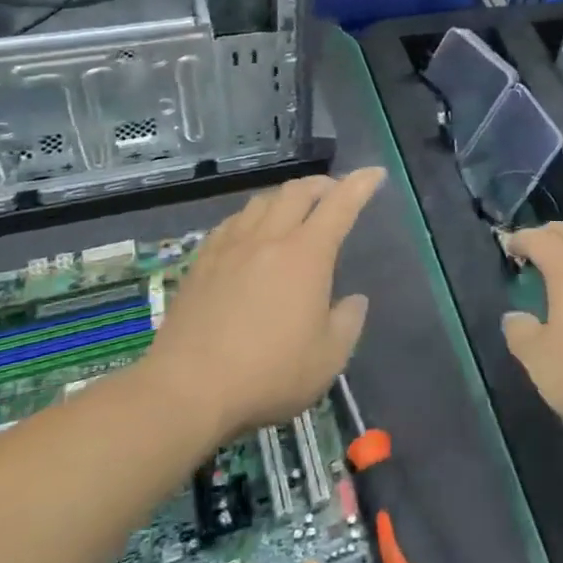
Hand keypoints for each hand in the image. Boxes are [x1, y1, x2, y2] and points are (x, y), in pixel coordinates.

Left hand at [148, 169, 384, 435]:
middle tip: (336, 193)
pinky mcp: (202, 262)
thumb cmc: (268, 374)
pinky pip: (233, 222)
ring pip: (262, 201)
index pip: (341, 204)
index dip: (361, 184)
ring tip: (295, 210)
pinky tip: (251, 233)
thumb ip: (348, 322)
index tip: (375, 172)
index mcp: (307, 254)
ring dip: (287, 196)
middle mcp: (269, 238)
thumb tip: (354, 300)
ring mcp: (230, 247)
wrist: (187, 389)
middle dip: (323, 184)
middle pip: (298, 191)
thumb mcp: (328, 358)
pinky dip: (253, 216)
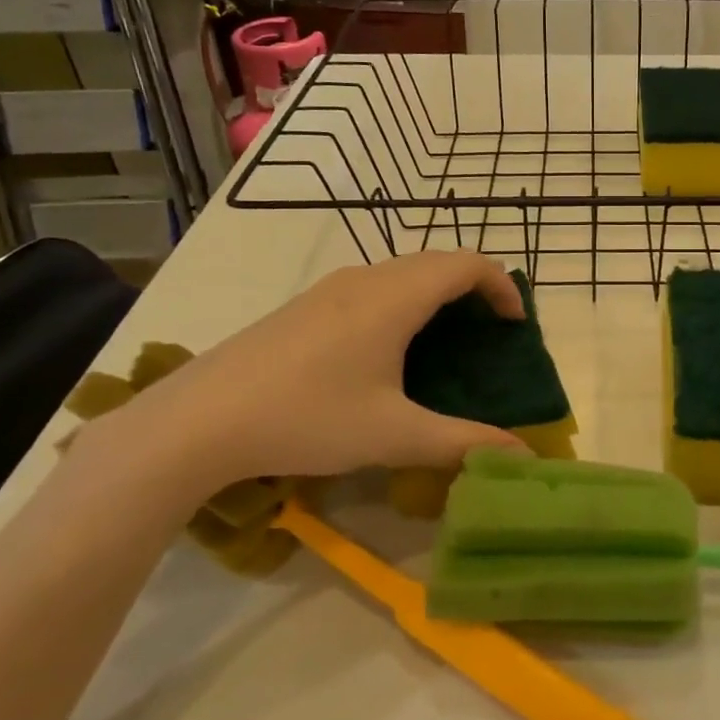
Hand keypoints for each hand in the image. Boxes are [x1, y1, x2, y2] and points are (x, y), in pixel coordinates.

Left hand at [86, 253, 529, 511]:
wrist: (197, 421)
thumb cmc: (307, 417)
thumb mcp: (393, 435)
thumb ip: (463, 442)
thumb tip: (522, 456)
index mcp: (395, 296)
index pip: (467, 264)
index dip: (502, 286)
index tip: (517, 326)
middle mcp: (366, 278)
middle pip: (437, 262)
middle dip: (474, 289)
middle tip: (490, 335)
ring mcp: (330, 288)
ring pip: (402, 272)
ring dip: (436, 295)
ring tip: (446, 343)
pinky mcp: (305, 306)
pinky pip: (373, 287)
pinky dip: (403, 302)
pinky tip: (388, 352)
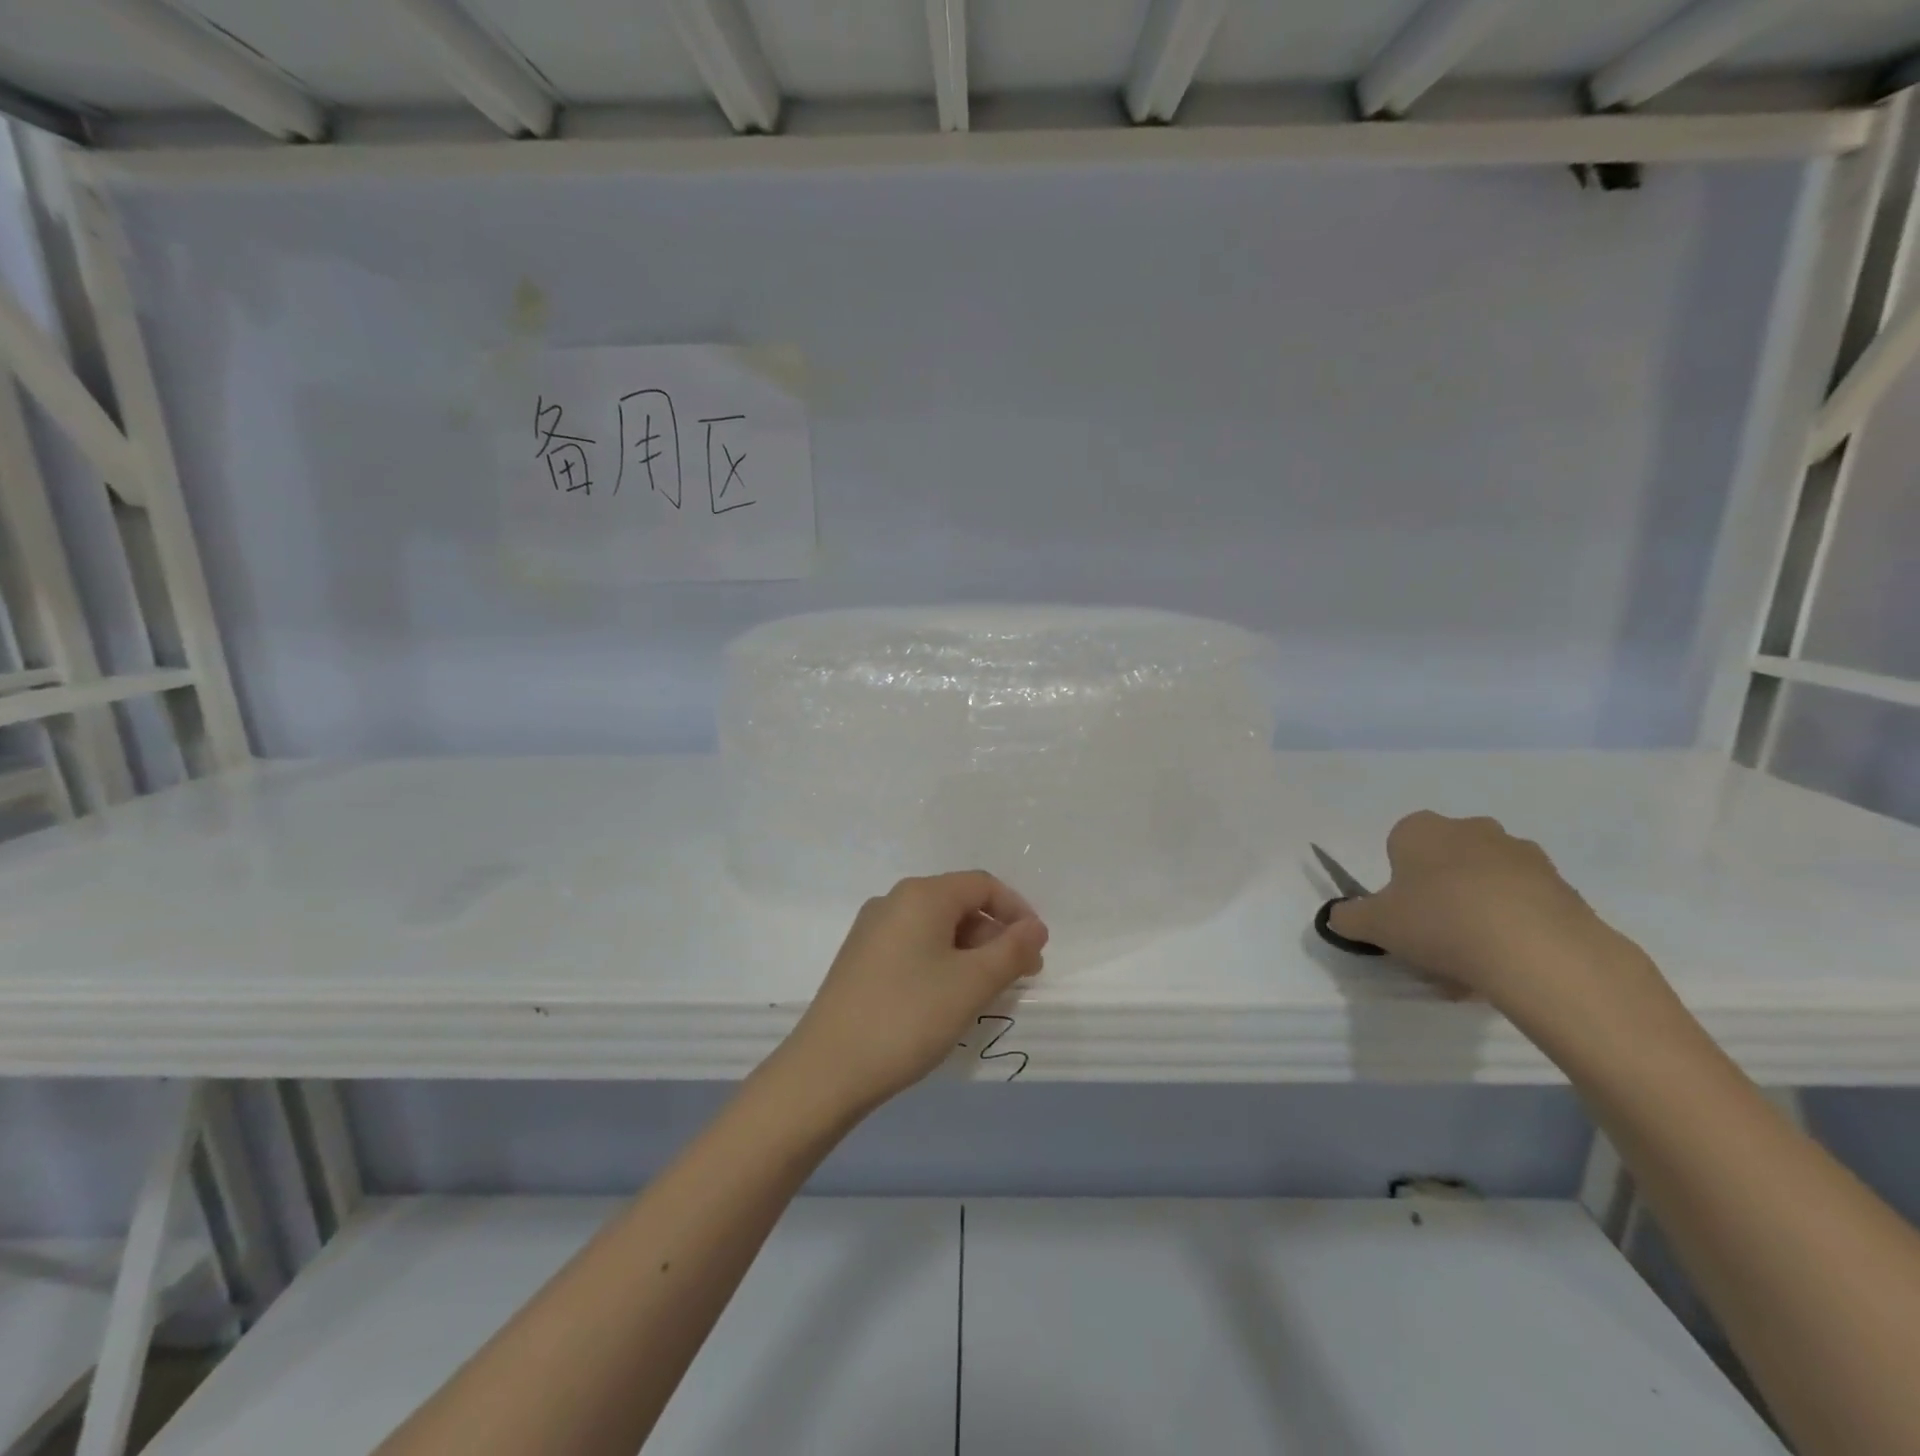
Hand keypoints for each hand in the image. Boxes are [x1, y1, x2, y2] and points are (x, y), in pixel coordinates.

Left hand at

- _Action item_
Beginning with the first line of the material above, please output each line exactly through the line that contains "thumb tip: (354, 300)", and only those, leaving out pictures.

- _Response_
Hand keypoints for each hand in the image. Boxes are [x1, y1, x2, y2] and points are (x, y), in pixel coordinates.

Left hand at [148, 169, 384, 435]:
middle tip: (336, 193)
pinky mcp: (202, 262)
thumb cmc: (268, 374)
pinky pip: (233, 222)
ring pip: (262, 201)
index pip: (341, 204)
index dip: (361, 184)
ring tip: (295, 210)
pinky tip: (251, 233)
thumb ip: (348, 322)
index tip: (375, 172)
index mcp: (307, 254)
ring dip: (287, 196)
middle mcp: (269, 238)
thumb tip: (354, 300)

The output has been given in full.